▸ PROBLEM TO WORK ON
Would you please copy each line of the data in which the string "pinky" occurs?

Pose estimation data
++++++++++

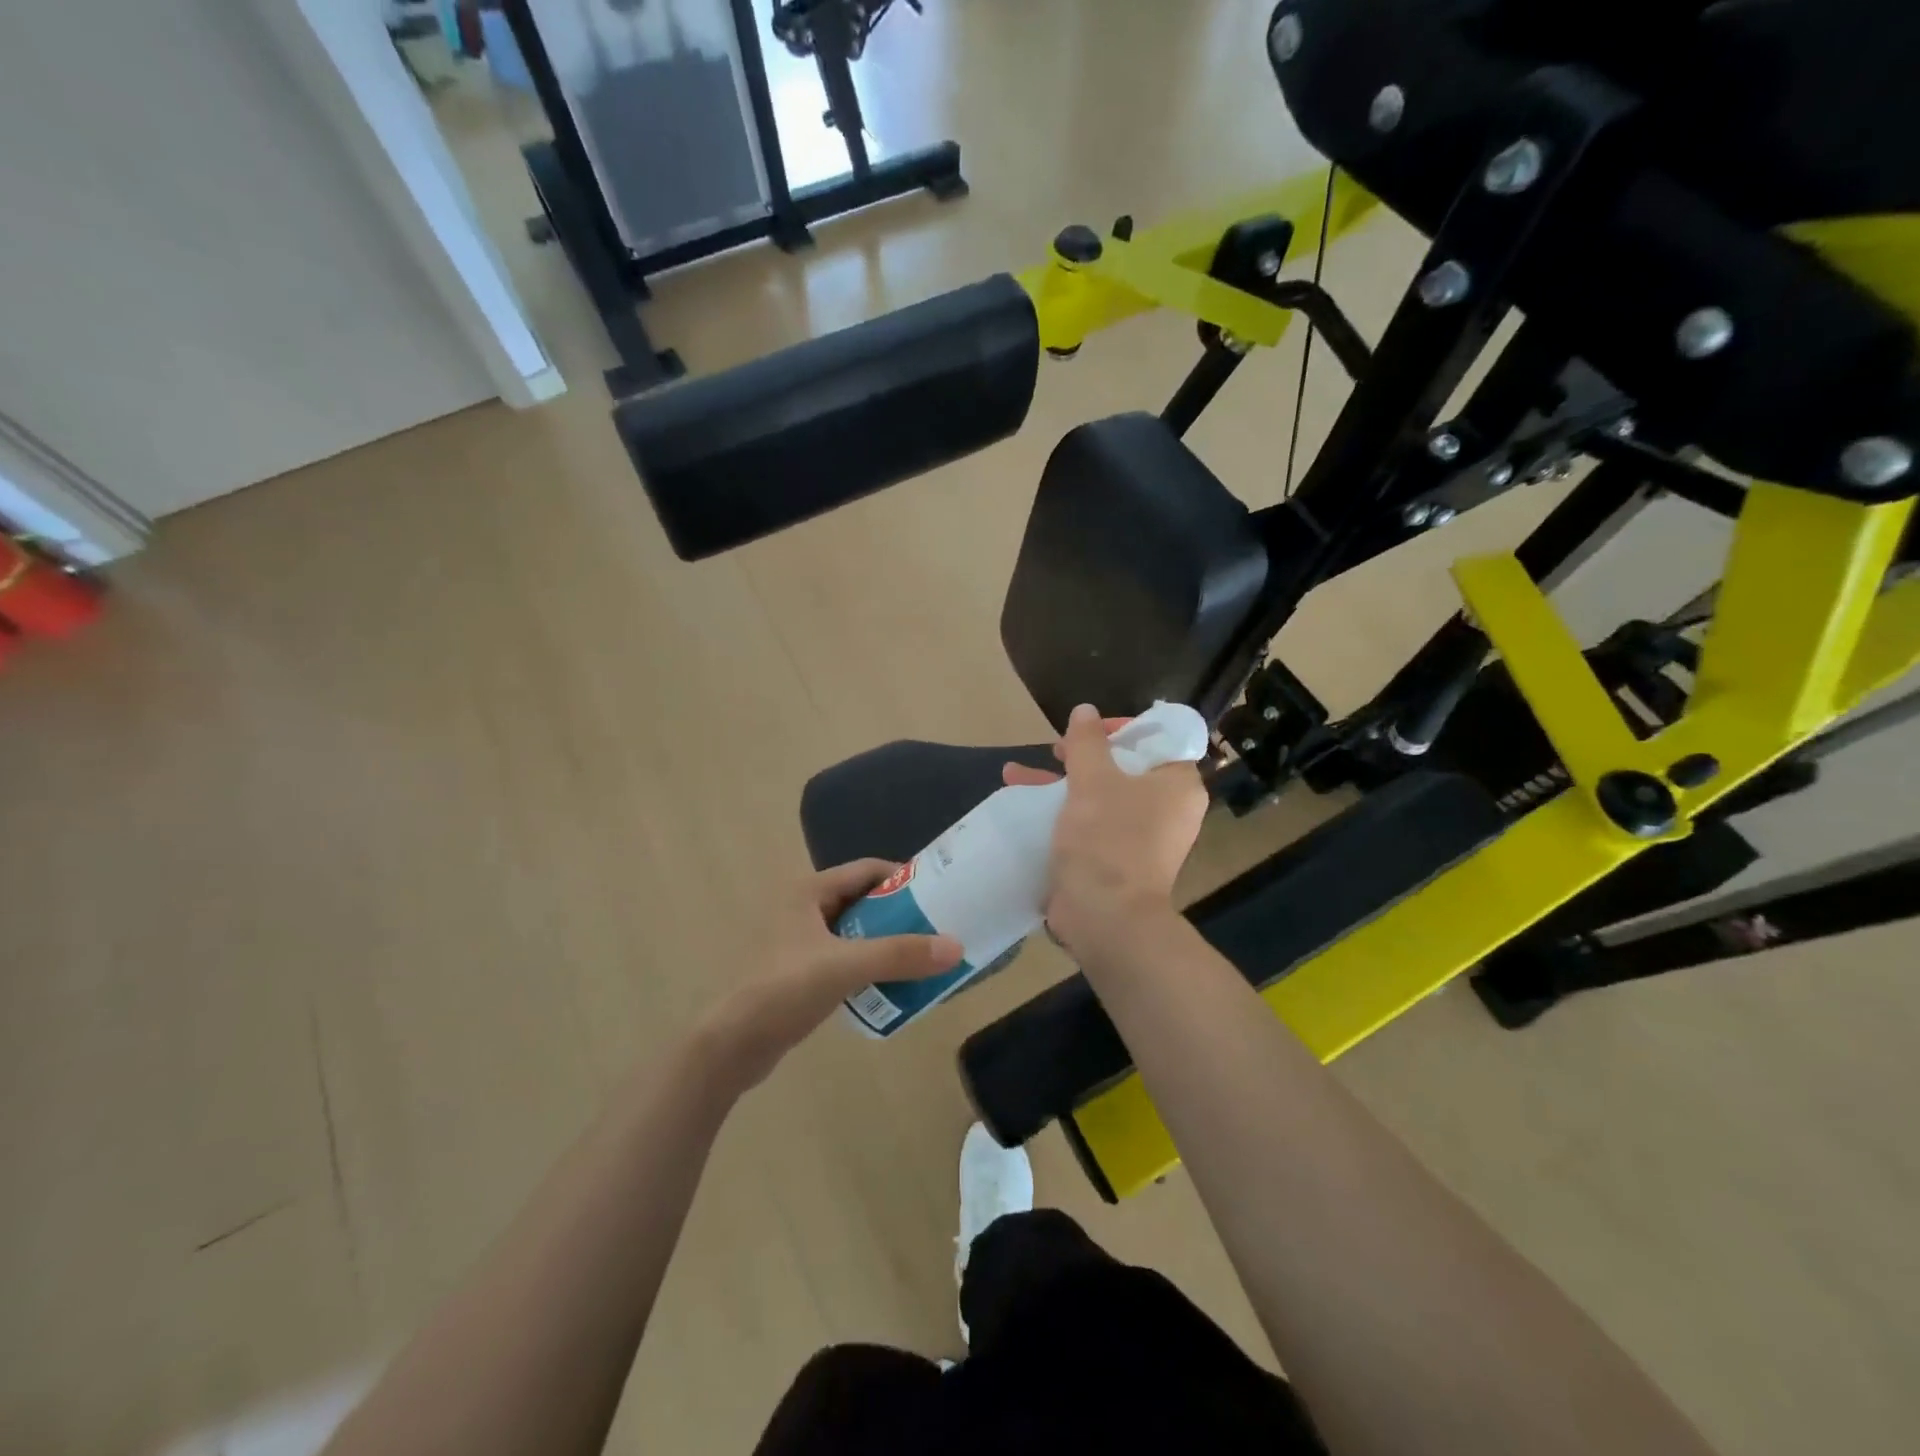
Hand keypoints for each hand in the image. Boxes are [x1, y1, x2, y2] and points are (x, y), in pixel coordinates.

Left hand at [698, 860, 962, 1090]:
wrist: (734, 1045)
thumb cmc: (786, 989)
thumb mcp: (847, 966)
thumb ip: (900, 955)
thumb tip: (955, 947)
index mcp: (809, 890)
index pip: (867, 870)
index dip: (904, 877)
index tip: (939, 893)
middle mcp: (804, 908)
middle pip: (864, 900)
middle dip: (900, 914)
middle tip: (937, 929)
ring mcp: (800, 941)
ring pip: (856, 932)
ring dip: (887, 942)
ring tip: (922, 957)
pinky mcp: (800, 971)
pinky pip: (845, 958)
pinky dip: (869, 965)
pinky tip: (892, 984)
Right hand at [1003, 703, 1207, 958]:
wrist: (1106, 919)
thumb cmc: (1108, 840)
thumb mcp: (1093, 781)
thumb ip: (1087, 742)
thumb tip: (1085, 711)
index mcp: (1176, 785)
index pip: (1159, 739)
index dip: (1124, 727)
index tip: (1090, 729)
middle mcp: (1166, 809)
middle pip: (1124, 766)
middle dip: (1081, 755)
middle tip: (1055, 748)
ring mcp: (1141, 837)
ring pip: (1100, 795)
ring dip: (1061, 782)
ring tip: (1016, 772)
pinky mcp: (1115, 859)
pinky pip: (1090, 823)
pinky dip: (1062, 811)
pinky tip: (1020, 802)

++++++++++

▸ RESULT OF THIS EXERCISE
pinky mcp: (800, 971)
pinky pip: (845, 958)
pinky dip: (869, 965)
pinky tip: (892, 984)
pinky mcp: (1115, 859)
pinky pip: (1090, 823)
pinky dip: (1062, 811)
pinky tip: (1020, 802)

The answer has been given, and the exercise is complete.